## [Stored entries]
☆ ☆ ☆ ☆ ☆

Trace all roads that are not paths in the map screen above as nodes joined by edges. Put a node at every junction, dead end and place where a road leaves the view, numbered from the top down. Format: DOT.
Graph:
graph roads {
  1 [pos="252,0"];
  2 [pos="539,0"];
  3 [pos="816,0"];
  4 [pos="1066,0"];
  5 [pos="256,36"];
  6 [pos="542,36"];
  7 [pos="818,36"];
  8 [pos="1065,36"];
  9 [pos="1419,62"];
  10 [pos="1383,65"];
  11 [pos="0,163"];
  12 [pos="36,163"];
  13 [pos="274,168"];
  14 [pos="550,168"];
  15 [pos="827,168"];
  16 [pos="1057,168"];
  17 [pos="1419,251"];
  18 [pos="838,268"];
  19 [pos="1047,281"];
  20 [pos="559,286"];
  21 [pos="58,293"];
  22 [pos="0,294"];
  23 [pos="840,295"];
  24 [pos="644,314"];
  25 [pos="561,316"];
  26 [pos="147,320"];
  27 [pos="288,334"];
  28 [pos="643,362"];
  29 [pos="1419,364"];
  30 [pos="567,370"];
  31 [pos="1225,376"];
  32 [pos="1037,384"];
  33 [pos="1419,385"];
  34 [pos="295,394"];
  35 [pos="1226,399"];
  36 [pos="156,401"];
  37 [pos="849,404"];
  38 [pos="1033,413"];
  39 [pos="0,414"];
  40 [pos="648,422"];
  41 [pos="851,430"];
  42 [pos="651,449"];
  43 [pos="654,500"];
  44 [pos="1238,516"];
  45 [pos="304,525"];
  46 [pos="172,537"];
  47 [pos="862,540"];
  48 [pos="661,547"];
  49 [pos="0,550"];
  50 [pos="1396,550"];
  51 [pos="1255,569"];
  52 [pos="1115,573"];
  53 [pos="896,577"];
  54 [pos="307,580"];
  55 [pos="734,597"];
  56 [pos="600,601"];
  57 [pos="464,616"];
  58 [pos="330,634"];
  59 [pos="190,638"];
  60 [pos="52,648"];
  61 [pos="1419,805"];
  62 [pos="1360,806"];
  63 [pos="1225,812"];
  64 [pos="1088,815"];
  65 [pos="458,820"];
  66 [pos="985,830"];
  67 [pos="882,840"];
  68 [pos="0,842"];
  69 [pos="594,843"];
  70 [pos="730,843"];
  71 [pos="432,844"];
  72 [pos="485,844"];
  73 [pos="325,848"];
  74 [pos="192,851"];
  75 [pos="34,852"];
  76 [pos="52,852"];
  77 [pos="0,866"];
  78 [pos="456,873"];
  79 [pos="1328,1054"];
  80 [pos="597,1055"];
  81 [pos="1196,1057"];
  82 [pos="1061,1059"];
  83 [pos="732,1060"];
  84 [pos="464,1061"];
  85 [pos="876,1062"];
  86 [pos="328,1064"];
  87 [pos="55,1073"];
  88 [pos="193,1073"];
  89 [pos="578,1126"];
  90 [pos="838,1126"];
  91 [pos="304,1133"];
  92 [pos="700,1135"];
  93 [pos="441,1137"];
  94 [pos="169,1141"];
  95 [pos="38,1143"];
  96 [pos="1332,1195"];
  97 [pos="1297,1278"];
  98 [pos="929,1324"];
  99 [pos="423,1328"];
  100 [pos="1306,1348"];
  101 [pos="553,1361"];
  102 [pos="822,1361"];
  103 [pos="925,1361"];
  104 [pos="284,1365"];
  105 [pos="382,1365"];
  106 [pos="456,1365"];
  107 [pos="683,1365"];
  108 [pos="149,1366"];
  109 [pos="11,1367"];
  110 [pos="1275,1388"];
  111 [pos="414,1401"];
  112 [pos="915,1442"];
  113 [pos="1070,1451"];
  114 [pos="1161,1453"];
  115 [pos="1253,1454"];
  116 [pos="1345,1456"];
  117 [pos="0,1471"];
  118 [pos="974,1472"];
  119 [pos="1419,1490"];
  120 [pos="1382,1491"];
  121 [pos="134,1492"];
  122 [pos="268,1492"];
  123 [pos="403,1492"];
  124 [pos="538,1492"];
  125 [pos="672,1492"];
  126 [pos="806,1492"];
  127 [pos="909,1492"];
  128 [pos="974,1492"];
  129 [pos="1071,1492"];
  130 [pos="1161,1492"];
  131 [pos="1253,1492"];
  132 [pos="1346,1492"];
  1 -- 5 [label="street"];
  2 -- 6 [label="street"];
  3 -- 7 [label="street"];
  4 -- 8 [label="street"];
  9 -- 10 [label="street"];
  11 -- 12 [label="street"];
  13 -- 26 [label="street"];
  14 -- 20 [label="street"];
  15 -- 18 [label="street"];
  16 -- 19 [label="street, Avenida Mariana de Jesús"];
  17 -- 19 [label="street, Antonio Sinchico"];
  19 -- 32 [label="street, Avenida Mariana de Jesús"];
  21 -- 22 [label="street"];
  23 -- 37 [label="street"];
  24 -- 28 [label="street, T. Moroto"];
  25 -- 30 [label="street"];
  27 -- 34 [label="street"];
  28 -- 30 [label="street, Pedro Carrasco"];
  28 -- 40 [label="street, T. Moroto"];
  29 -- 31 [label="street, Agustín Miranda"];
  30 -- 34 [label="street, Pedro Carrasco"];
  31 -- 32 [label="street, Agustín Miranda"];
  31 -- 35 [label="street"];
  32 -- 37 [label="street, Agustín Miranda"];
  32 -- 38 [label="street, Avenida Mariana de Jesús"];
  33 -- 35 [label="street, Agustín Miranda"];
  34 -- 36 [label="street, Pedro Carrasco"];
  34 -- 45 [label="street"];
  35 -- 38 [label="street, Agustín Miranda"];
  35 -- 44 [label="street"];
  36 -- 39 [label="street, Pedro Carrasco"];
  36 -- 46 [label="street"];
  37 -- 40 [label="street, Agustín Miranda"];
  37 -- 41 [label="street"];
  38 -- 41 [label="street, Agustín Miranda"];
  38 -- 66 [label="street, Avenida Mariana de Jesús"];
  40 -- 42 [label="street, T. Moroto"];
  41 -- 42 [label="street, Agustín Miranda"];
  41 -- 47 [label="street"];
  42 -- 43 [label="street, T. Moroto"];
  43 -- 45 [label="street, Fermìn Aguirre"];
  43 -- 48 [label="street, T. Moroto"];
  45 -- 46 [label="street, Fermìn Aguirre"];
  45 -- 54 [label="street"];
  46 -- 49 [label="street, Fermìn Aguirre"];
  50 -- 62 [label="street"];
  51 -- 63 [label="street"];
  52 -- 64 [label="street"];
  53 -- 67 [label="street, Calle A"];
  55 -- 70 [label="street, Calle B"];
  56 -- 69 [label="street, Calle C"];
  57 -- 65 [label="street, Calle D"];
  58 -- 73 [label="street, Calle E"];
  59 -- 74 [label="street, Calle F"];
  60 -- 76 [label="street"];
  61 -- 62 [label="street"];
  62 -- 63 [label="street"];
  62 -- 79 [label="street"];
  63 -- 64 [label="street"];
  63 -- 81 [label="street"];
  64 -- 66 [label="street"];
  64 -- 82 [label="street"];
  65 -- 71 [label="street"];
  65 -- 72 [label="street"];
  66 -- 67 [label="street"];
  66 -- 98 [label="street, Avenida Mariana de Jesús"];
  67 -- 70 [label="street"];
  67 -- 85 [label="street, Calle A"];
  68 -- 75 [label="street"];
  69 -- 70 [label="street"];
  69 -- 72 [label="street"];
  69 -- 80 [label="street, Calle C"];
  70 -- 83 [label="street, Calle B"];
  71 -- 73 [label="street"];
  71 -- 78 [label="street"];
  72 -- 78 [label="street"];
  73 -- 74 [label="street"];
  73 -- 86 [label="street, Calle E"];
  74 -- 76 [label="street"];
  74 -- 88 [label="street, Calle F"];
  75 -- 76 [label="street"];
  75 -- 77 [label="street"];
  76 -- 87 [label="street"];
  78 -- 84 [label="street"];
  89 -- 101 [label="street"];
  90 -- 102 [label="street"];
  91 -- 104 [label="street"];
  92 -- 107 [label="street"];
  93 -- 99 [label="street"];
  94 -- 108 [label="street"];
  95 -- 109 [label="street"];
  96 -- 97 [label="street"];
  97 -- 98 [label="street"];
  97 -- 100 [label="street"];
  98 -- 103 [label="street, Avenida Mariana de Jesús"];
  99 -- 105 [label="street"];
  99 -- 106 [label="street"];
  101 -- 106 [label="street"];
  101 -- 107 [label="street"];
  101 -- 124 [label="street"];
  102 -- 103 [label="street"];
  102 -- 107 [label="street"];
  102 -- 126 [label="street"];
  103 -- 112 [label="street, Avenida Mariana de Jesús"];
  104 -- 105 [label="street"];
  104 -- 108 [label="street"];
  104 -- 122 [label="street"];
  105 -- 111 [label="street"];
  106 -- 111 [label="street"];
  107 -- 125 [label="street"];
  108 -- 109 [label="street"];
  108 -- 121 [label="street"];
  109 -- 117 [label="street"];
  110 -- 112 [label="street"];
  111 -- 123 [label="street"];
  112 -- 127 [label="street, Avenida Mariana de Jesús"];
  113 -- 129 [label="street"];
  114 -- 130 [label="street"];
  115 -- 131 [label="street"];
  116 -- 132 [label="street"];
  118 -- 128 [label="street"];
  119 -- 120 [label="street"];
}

☆ ☆ ☆ ☆ ☆

In the entries above, count each line holding the word "Avenida" and give that count alone.

## [TASK SOLUTION]
8